> **Prompt**: Could you show all lines in the entries below that contain the string "József"?

> **Task inputs**:
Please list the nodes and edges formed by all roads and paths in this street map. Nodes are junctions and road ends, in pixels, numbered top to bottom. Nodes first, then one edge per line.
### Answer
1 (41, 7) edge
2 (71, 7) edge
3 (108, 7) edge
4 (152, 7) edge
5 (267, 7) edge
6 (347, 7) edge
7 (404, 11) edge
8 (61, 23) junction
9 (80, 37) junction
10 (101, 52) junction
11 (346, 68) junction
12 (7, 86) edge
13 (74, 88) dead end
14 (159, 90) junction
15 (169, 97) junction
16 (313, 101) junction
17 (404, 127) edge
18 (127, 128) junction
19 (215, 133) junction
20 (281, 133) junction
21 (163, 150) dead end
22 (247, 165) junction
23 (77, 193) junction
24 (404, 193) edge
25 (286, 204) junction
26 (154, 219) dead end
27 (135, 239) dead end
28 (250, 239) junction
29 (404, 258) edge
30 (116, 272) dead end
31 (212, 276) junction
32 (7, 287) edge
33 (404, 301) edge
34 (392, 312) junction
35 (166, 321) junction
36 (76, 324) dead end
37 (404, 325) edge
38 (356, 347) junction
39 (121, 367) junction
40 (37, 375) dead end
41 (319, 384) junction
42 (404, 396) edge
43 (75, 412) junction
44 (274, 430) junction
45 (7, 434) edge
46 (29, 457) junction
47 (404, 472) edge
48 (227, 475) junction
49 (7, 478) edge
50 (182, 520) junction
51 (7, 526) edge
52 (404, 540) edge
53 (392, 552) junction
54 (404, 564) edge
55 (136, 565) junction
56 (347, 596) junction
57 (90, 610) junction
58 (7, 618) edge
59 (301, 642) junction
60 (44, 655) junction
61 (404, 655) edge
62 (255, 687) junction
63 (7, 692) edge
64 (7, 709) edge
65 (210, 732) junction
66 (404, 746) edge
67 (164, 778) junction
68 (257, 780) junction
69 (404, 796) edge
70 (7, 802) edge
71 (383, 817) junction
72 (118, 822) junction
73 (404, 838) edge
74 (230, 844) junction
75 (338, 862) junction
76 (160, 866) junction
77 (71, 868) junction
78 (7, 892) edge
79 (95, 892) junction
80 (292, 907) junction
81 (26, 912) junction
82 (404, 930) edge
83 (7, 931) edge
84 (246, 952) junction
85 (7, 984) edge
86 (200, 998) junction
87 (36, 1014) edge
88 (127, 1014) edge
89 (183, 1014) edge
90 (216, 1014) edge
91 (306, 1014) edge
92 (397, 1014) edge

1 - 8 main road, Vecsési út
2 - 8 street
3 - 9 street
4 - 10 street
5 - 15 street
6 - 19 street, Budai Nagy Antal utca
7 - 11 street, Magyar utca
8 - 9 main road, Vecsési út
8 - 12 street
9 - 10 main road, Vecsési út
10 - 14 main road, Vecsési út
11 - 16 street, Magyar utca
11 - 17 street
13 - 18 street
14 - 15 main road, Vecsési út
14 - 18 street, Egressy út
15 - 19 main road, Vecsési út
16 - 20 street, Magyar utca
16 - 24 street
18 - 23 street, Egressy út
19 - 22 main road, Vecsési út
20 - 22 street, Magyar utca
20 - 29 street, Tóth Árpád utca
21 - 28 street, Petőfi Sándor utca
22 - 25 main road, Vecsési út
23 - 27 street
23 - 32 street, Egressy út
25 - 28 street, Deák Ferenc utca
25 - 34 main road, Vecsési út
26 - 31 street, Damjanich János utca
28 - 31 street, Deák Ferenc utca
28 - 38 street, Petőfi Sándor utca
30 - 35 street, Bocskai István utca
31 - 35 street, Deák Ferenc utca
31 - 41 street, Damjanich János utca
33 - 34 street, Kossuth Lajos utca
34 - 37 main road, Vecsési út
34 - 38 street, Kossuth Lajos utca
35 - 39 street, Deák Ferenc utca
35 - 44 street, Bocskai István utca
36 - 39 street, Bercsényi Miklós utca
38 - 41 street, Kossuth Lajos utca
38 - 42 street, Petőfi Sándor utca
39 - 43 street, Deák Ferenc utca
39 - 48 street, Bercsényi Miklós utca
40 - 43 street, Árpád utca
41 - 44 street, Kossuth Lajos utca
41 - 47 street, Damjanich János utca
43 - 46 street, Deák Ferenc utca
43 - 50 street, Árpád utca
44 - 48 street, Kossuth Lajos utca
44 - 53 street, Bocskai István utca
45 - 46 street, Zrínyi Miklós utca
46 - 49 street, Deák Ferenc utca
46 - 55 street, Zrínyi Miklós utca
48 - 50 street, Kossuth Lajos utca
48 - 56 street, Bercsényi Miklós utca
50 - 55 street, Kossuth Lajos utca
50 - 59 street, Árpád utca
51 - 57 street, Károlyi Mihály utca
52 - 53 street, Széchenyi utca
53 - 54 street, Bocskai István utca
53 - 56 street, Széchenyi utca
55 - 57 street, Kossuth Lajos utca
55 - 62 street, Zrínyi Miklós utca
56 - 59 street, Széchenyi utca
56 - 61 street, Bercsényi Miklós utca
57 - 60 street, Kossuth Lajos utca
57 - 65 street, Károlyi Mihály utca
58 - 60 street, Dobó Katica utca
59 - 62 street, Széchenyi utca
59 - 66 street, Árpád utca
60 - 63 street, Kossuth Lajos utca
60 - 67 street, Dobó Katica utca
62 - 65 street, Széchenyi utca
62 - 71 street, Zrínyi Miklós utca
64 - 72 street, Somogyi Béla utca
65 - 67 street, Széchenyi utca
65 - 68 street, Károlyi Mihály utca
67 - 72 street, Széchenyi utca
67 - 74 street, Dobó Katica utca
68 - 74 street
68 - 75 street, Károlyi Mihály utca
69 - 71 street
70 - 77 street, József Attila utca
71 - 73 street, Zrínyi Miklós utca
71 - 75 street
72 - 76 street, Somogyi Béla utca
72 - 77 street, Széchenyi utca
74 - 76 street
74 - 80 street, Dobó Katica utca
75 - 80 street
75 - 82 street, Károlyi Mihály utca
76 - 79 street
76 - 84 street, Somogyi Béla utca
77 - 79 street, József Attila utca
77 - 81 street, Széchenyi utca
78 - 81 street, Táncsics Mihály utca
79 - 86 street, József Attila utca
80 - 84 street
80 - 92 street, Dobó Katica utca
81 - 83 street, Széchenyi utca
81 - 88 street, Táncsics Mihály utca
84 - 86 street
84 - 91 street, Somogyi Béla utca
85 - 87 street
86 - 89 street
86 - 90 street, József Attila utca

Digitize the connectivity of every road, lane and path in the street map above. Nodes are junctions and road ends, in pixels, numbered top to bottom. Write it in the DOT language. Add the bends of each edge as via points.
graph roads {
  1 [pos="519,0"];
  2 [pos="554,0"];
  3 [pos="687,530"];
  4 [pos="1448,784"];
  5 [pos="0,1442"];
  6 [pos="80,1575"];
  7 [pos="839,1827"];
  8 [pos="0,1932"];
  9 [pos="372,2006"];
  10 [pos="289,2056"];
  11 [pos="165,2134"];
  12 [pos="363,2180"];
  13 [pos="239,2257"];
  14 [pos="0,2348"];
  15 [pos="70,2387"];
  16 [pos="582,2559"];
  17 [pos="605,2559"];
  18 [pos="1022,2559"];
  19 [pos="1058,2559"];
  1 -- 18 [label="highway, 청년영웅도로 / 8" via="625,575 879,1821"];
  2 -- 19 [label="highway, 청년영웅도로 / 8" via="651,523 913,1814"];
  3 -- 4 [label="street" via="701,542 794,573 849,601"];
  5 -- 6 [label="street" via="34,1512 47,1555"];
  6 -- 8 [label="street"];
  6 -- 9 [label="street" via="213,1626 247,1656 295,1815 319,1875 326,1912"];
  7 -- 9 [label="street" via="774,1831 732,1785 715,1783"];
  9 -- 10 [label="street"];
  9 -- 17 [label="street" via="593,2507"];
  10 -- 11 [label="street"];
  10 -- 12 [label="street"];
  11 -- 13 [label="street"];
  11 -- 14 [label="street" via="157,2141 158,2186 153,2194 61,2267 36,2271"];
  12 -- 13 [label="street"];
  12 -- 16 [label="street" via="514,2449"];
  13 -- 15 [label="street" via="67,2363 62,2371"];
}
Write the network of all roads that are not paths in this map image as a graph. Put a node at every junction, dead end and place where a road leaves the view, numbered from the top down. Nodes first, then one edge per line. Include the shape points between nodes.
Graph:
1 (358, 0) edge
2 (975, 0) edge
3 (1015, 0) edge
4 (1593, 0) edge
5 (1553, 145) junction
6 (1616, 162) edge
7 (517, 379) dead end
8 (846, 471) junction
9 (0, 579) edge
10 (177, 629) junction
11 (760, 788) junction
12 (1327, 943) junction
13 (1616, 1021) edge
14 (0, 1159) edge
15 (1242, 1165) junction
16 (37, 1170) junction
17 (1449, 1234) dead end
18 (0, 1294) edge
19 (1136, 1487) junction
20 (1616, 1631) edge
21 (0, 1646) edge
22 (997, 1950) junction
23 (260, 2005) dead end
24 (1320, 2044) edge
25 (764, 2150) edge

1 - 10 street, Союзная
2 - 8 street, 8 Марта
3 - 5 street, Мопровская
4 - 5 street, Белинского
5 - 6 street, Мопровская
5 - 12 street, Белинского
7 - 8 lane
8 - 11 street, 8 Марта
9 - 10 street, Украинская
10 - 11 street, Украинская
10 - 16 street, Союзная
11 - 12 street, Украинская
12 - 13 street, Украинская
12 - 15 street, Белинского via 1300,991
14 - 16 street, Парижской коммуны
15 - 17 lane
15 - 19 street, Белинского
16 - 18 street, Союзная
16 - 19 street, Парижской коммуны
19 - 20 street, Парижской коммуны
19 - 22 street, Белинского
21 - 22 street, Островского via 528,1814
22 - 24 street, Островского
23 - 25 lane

> **The completed task**:
70 - 77 street, József Attila utca
77 - 79 street, József Attila utca
79 - 86 street, József Attila utca
86 - 90 street, József Attila utca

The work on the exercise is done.